- Film Poster
- Directed by: Richard Friedman
- Screenplay by: Rick Marx
- Produced by: Steve Menkin
- Starring: Patty Mullen; Ruth Collins; Kristin Davis; William Hay; Kenny L. Price; Harrison White; Dawn Alvan; Michael Rogen;
- Cinematography: Larry Revene
- Edited by: Ray Shapiro
- Music by: Dave Erlanger; Jonathan Stuart;
- Distributed by: Filmworld/Academy Entertainment
- Release date: March 2, 1988;
- Running time: 78 minutes
- Country: United States
- Language: English
- Budget: $90,000 (estimated)
- Box office: $476,340

= Doom Asylum =

Doom Asylum is a 1988 American comedy slasher film written by Rick Marx and directed by Richard Friedman.

In the film, a lawyer is disfigured in a car accident. He revives during his own autopsy and goes on a killing spree. A decade later, he lives in a mental asylum. He defends his new home against perceived intruders.

==Plot==
In 1977, attorney Mitch Hansen and his fiancée Judy LaRue have an automobile accident in which Judy is killed and Hansen is apparently killed. Hansen wakes up during his autopsy, which leaves his face disfigured, and kills the medical examiners.

Ten years later, a group of friends, including Judy's daughter Kiki, goes to the asylum where a rock band trio, Tina and the Tots (Godiva and Rapunzel), practice their music loudly. Darnell turns off their music and a romantic connection is made between him and Rapunzel. Afterwards, the group sunbathes at the back and gets water balloons thrown at them by Tina and her bandmates. Darnell goes back into the asylum and is killed with a mortuary tool that crushes his skull.

The group realises that Darnell has not returned, so Mike goes to find him. Godiva goes into the asylum and sprays graffiti on the walls. Then in the bathroom, she is killed by Hansen, who dunks her head in the sink with liquid nitrogen to freeze her face. (Hansen, for most of the film, watches black-and-white classic films.) Dennis, the baseball card collector geek, loses his card which is blown by the wind to the side of the asylum, where he is killed with a drill to the head.

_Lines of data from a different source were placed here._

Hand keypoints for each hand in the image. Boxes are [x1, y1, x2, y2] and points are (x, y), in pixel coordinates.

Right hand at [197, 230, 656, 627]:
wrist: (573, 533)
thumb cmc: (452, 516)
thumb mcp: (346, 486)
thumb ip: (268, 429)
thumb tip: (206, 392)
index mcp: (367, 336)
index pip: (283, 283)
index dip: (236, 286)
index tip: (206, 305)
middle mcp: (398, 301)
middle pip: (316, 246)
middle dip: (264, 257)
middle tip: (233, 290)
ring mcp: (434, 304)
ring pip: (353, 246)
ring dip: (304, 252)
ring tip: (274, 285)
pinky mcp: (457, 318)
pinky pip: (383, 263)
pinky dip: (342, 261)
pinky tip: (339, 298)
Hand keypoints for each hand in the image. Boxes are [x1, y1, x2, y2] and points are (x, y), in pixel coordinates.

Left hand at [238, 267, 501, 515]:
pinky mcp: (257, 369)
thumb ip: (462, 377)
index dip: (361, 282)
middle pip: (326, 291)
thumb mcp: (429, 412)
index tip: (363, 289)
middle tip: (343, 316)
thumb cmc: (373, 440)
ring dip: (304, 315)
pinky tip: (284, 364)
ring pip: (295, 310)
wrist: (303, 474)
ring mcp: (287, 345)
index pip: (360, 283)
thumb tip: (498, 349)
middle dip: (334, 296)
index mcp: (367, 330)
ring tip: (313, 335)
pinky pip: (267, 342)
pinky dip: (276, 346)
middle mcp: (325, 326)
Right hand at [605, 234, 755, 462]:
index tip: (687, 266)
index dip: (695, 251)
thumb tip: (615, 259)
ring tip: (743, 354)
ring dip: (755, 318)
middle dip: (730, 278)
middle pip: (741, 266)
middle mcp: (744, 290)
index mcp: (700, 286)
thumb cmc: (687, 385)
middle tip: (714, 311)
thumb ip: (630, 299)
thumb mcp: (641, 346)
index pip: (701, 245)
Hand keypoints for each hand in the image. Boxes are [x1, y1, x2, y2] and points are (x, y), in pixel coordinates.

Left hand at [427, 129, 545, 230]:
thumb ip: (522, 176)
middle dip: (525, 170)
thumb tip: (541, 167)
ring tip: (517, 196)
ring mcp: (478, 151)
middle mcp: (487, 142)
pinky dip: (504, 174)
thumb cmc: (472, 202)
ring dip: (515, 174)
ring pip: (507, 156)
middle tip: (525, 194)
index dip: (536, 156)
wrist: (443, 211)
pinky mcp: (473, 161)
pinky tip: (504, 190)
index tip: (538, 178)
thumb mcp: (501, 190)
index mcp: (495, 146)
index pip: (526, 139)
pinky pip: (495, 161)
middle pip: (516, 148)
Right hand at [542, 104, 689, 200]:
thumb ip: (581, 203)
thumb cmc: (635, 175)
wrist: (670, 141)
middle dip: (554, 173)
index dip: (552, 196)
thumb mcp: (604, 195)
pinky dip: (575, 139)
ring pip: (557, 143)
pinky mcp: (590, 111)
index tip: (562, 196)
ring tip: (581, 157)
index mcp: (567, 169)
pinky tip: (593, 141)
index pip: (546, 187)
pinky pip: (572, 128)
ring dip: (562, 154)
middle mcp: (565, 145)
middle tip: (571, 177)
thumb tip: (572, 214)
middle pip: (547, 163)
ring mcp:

Mike reaches the roof and confronts Tina about Darnell's whereabouts, but Tina makes jokes and they fight, which ends with Mike hanging onto the side of the roof. Kiki and Jane enter and save Mike before he falls. Rapunzel goes to find Darnell but is killed by being strangled with a stethoscope. Tina searches for her bandmates. Mike, Kiki and Jane discuss their friends' disappearances and Jane decides to go look for them herself. Jane is killed by Hansen with a buzz saw. Tina witnesses the murder, but Hansen flees before Mike enters. Mike accuses Tina of the murder of Jane. Kiki yells in horror as she finds Darnell in a blood-covered bathtub.

Mike and Kiki pray for their missing friends and attempt to flee, but Mike is knocked out by an injection needle to the neck. Hansen drags Kiki to an autopsy room and holds her hostage as he picks up Mike and puts Mike onto the table. Mike is killed by cutting off his left toes with a pair of giant scissors. Tina comes in and fights with Hansen, which ends with Tina being killed by going through the body processor, which ejects a huge square of skin.

Kiki escapes the asylum and goes out into the fields, where she's caught by Hansen, who calls her "Judy". Kiki kicks him as he touches her face and runs away, then realises Hansen is crying. Hansen pulls out a newspaper clipping from his lab coat pocket. Kiki looks at it and realises that it shows her mother, Judy. Hansen explains that he and Judy were going to live together, knowing they planned to abandon her. Kiki angrily picks up her mother's mirror and stabs Hansen in the face with the handle. The film ends with Kiki walking out of the asylum grounds.

==Cast==
- Patty Mullen as Judy LaRue / Kiki LaRue
- Ruth Collins as Tina
- Kristin Davis as Jane
- William Hay as Mike
- Kenny L. Price as Dennis
- Harrison White as Darnell Hart
- Dawn Alvan as Godiva
- Farin as Rapunzel
- Michael Rogen as Mitch Hansen
- Harvey Keith as Medical Examiner
- Steven G. Menkin as Assistant Medical Examiner (credited as Steve Menkin)
- Paul Giorgi as Fake Shemp

==Production==
Principal photography was scheduled to begin on July 13, 1987. The film was shot in 8 to 12 days.

==Release==
Doom Asylum had a theatrical screening in Milan Italy before it was officially released on home video in early 1988 through Academy Home Entertainment on VHS.

==Reception==
In his overview of 1980s horror films, Scott Aaron Stine declared it similar to other horror comedy films, finding it neither funny nor scary and he said that the film was "sophomoric drivel, the jokes are stale and the special effects are mostly awful."